Your objective: Across the entries below, how many lines have the string "Goeman" in them? Reply with only the number.

Records shown Start Marker

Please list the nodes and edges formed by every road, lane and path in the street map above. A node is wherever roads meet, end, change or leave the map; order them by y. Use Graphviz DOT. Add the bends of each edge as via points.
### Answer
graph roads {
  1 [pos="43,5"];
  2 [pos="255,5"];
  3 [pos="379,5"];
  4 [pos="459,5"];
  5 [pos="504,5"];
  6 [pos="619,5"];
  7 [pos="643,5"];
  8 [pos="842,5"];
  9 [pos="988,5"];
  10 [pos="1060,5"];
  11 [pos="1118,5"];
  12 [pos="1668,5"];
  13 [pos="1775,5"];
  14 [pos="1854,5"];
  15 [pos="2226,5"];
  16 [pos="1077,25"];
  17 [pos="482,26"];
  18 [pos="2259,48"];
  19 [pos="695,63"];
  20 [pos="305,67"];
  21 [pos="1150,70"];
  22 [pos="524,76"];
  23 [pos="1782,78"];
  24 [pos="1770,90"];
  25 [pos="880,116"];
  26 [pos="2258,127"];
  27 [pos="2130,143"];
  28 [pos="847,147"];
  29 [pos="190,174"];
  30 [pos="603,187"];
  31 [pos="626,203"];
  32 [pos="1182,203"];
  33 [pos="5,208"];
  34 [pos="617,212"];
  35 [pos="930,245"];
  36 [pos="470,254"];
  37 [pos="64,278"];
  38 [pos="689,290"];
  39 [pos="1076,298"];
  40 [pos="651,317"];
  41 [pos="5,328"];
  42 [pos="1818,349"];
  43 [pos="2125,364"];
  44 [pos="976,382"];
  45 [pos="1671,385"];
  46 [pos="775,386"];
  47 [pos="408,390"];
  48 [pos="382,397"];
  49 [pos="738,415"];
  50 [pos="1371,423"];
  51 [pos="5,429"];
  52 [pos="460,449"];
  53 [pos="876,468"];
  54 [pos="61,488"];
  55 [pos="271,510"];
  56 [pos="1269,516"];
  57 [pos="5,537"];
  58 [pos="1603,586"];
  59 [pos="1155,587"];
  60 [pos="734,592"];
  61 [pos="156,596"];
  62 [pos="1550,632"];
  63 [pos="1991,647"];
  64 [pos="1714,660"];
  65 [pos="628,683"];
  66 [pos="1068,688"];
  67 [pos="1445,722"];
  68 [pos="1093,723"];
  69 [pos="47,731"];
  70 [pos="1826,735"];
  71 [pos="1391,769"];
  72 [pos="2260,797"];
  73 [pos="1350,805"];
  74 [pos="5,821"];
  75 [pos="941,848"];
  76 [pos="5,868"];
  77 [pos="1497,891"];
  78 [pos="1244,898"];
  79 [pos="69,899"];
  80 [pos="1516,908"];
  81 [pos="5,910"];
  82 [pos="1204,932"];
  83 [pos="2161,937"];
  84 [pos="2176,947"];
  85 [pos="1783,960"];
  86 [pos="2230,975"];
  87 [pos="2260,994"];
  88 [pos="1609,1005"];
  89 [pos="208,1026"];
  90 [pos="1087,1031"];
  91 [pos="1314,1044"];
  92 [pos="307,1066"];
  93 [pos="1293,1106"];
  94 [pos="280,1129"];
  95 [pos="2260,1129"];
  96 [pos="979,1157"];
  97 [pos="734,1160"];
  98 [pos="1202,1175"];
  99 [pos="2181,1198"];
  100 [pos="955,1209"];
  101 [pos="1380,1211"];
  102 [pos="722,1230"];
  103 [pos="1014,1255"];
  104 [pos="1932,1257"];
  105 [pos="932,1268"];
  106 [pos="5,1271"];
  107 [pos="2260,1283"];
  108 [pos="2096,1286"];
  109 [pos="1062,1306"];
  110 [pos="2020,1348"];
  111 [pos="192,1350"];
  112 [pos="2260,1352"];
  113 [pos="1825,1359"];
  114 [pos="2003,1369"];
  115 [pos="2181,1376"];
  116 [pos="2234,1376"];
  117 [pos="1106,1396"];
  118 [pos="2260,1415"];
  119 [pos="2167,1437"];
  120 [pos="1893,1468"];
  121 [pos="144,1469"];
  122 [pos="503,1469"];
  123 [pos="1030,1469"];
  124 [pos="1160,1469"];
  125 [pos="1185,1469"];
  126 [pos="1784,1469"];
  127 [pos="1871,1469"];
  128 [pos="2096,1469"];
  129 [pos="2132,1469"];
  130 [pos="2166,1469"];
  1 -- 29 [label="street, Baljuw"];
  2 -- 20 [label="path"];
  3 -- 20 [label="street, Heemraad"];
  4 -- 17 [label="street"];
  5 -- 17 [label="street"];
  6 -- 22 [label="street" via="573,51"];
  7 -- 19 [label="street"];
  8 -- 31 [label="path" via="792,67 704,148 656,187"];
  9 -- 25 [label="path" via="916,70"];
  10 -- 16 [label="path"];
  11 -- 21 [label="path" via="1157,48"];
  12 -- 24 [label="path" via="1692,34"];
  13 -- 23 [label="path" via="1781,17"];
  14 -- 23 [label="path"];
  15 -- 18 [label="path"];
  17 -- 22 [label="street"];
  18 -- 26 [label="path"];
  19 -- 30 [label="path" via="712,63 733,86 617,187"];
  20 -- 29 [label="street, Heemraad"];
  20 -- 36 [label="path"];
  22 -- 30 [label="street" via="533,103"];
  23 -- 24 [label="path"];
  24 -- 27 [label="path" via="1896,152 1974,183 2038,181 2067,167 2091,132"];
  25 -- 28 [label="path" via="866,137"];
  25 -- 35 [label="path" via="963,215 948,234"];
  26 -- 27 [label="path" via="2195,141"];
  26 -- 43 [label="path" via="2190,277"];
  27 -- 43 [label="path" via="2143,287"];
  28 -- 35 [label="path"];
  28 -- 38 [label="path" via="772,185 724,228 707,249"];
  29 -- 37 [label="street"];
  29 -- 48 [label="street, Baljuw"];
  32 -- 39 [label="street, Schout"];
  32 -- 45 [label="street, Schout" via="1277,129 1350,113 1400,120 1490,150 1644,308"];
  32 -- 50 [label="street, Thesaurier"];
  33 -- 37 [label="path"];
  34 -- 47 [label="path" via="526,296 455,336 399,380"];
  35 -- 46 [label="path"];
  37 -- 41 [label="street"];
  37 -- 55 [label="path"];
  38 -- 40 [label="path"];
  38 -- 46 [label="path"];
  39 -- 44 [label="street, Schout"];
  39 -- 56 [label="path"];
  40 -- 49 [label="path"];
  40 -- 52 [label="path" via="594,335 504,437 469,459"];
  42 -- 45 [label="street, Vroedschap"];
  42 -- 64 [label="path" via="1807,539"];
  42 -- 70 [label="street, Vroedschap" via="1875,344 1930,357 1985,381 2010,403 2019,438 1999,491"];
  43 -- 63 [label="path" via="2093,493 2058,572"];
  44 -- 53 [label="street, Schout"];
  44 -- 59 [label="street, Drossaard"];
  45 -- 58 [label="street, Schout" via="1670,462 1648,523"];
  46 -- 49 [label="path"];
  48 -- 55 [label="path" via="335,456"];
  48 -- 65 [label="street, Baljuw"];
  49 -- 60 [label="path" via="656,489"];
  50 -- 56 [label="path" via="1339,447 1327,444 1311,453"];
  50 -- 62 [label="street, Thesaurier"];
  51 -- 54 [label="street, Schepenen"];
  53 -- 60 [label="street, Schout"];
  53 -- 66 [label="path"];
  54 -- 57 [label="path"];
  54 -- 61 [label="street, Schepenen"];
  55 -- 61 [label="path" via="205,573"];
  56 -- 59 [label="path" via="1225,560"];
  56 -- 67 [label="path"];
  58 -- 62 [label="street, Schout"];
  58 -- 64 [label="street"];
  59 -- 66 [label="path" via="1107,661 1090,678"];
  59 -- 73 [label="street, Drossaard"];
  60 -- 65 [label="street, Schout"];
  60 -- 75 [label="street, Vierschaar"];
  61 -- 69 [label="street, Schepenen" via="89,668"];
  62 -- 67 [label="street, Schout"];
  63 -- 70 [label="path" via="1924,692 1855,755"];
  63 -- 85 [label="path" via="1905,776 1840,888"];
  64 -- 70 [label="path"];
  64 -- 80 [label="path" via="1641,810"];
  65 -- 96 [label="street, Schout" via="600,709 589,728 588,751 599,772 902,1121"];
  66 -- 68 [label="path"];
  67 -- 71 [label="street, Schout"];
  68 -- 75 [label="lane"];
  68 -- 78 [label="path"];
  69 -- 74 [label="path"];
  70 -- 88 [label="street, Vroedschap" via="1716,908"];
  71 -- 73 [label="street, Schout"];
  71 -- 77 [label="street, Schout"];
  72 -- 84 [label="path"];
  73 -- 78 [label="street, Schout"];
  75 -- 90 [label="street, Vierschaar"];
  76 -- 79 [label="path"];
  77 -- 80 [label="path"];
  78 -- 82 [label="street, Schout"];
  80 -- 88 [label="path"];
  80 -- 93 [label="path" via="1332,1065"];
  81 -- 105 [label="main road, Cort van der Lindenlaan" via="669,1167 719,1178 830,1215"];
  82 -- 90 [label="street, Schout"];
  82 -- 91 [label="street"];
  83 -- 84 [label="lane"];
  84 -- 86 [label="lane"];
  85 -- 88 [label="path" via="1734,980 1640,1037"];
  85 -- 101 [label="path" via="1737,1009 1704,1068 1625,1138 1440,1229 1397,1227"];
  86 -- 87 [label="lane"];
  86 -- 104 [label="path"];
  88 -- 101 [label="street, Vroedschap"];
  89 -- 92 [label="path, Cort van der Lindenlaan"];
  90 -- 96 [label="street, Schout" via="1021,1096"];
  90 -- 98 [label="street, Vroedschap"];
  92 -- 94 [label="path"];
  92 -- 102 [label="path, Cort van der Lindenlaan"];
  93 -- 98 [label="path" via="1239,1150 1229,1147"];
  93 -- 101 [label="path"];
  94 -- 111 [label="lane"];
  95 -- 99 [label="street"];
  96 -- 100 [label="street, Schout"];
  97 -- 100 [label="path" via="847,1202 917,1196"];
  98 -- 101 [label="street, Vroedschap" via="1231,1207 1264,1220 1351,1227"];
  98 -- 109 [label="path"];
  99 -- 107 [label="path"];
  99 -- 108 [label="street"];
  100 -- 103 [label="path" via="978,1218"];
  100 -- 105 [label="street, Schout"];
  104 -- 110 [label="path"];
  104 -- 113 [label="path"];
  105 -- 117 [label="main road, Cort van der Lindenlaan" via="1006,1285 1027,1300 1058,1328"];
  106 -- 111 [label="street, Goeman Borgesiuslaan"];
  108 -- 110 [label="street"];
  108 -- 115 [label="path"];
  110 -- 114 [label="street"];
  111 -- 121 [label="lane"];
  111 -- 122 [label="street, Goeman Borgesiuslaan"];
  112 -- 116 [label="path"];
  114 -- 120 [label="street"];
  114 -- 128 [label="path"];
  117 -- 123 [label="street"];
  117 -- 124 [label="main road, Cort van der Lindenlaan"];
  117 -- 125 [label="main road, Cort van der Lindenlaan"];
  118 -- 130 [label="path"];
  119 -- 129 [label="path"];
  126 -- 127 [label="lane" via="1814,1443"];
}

Records shown End Marker

Result of the exercise: 2